5. En dernier lieu, si M. C fait valoir, sans l'établir, qu'il a été scolarisé de nombreuses années en France et qu'il a ses attaches familiales et amicales en France, il est célibataire et sans enfant à charge et ne fait état d'aucune relation familiale ou personnelle en France où il résiderait depuis de décembre 2019 sans avoir sollicité la délivrance d'un titre de séjour, alors qu'il ne peut justifier d'une entrée régulière en France, et n'établit pas davantage avoir tenté de régulariser sa situation depuis son arrivée sur le territoire français. Enfin, il n'établit, ni n'allègue être dépourvu d'attaches familiales dans son pays où il a vécu jusqu'à l'âge de vingt ans. Par conséquent, le moyen tiré de ce que l'arrêté porterait une atteinte disproportionnée à son droit au respect de sa vie privée et familiale, en méconnaissance des stipulations de l'article 8 de la convention européenne de sauvegarde des droits de l'homme et des libertés fondamentales, doit être écarté.

6. Il résulte de tout ce qui précède que la requête d'appel de M. C est manifestement dépourvue de fondement.

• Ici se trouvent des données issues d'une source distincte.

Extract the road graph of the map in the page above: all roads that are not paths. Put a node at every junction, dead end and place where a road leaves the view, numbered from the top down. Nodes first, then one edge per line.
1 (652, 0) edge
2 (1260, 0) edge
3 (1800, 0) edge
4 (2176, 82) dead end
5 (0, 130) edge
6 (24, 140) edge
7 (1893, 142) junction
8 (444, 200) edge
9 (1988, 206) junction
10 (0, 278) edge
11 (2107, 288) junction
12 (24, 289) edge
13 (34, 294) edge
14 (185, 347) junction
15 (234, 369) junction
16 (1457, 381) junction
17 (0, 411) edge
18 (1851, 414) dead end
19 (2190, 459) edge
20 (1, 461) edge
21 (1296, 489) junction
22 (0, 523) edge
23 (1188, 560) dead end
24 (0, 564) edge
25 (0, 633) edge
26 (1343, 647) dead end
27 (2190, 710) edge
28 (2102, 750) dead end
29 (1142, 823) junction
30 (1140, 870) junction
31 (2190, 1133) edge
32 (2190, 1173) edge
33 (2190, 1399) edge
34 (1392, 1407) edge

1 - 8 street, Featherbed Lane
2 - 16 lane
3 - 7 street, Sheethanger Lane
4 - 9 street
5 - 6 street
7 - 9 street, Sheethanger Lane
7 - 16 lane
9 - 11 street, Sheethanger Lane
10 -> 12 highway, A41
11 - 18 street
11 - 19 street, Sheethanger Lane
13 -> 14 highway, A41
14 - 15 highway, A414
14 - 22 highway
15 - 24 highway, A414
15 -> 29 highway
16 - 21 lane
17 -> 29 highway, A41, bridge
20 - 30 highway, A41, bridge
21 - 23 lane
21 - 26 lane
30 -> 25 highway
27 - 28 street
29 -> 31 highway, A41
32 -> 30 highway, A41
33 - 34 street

Il y a donc lieu de la rejeter en application des dispositions du dernier alinéa de l'article R. 222-1 du code de justice administrative, y compris ses conclusions à fin d'injonction sous astreinte, ainsi que celles présentées sur le fondement de l'article L. 761-1 du code de justice administrative.

O R D O N N E :

Article 1er : La requête de M. C est rejetée.

Article 2 : La présente ordonnance sera notifiée à M. E C.

Copie en sera adressée au préfet de police.

Fait à Paris, le 6 septembre 2023.

La présidente de la 4ème chambre,

M. B

La République mande et ordonne au ministre de l'intérieur et des outre-mer en ce qui le concerne ou à tous commissaires de justice à ce requis en ce qui concerne les voies de droit commun contre les parties privées, de pourvoir à l'exécution de la présente décision.